EXERCISE — Here is a block of records. Copy every line in it that includes "Industria".
───── EXTRACTED DATA ─────
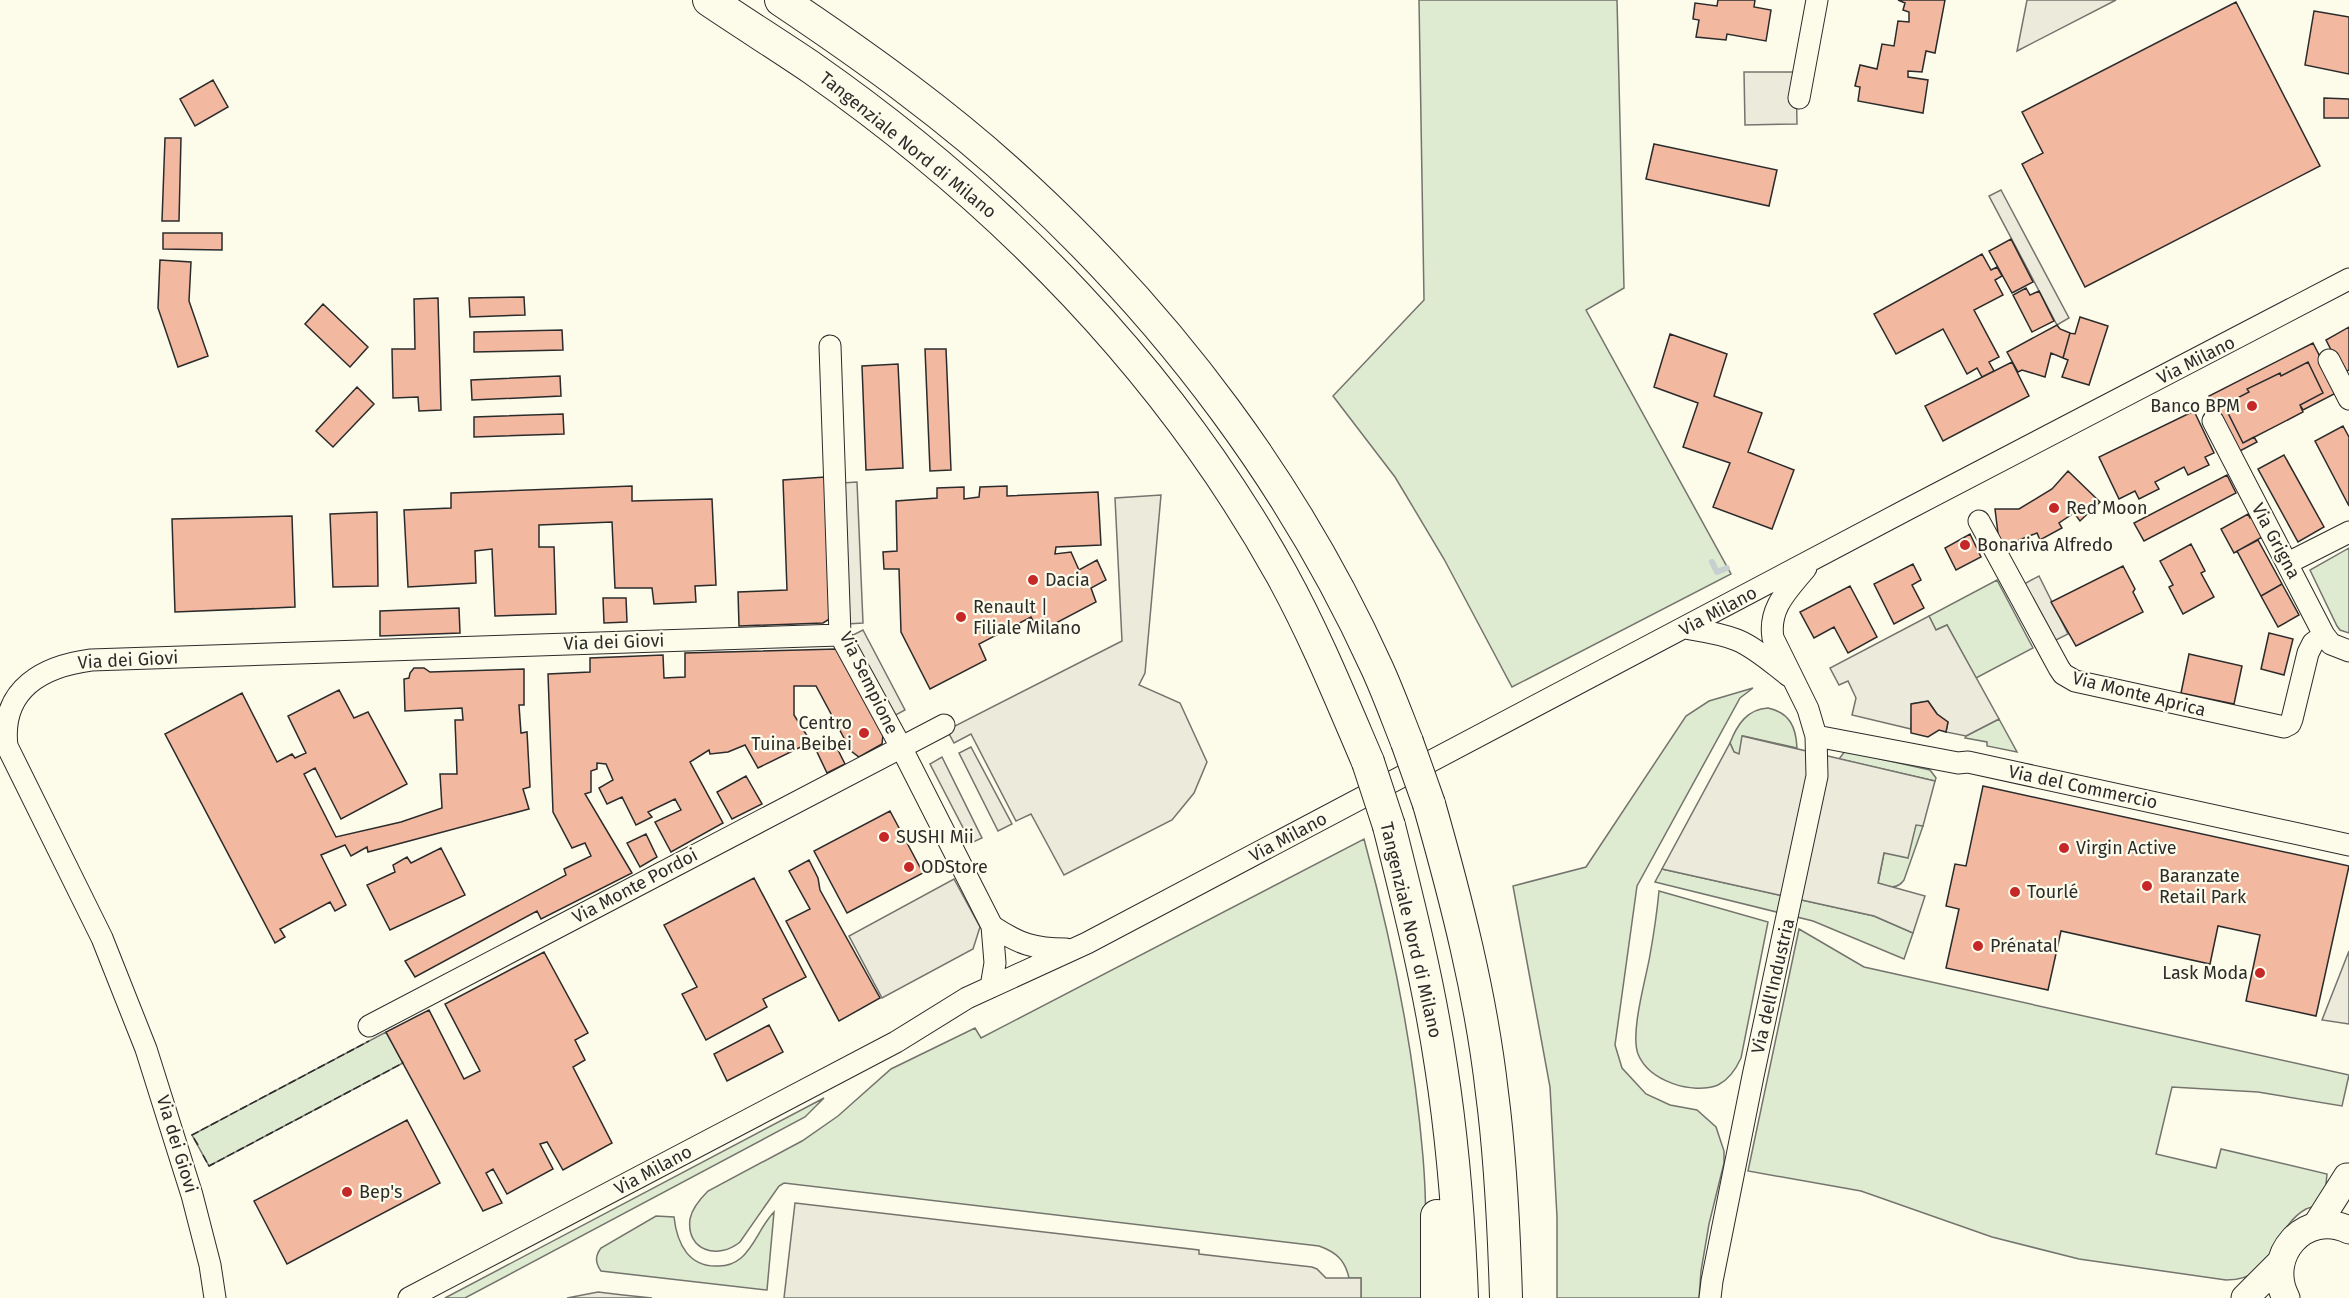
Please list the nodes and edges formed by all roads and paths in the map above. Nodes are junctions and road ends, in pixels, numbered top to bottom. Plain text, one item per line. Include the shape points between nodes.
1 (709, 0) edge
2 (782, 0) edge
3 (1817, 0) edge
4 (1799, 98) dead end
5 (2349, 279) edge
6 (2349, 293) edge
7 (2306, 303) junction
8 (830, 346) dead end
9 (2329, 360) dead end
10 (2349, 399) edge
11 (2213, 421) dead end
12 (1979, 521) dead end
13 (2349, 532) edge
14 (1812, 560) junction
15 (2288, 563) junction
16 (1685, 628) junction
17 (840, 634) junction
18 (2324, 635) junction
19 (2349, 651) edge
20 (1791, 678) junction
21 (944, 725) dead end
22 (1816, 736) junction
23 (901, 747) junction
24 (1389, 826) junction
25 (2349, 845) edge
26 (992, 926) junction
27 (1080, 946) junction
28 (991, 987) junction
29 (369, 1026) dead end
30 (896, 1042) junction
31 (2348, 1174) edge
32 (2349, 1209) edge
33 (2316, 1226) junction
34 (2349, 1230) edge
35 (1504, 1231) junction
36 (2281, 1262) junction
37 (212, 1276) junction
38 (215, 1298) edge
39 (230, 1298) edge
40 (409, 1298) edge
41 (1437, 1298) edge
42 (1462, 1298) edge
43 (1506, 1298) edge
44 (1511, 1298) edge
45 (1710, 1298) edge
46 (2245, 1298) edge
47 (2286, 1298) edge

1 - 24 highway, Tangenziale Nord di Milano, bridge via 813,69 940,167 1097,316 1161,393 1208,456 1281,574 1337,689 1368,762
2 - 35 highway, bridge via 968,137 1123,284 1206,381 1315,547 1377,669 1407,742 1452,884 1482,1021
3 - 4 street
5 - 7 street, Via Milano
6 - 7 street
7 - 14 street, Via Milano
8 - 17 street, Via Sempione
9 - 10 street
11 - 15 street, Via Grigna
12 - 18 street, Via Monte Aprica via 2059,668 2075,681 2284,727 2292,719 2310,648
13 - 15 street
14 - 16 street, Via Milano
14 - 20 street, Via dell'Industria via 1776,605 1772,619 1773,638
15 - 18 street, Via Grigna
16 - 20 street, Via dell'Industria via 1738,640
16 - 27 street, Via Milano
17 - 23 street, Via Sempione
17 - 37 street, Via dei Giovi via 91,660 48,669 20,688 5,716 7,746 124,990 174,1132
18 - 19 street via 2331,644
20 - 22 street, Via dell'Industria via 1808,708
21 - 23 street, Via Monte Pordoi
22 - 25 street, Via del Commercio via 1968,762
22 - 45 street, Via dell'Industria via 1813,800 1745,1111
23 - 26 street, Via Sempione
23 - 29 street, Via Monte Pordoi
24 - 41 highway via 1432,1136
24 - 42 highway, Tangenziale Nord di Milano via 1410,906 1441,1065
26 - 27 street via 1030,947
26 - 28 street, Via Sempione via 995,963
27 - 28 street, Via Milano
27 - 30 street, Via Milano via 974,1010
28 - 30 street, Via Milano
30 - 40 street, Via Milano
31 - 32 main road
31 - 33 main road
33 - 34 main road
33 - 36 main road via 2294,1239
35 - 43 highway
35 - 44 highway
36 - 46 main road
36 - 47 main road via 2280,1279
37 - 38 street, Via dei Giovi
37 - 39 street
─────
ANSWER SPACE —
14 - 20 street, Via dell'Industria via 1776,605 1772,619 1773,638
16 - 20 street, Via dell'Industria via 1738,640
20 - 22 street, Via dell'Industria via 1808,708
22 - 45 street, Via dell'Industria via 1813,800 1745,1111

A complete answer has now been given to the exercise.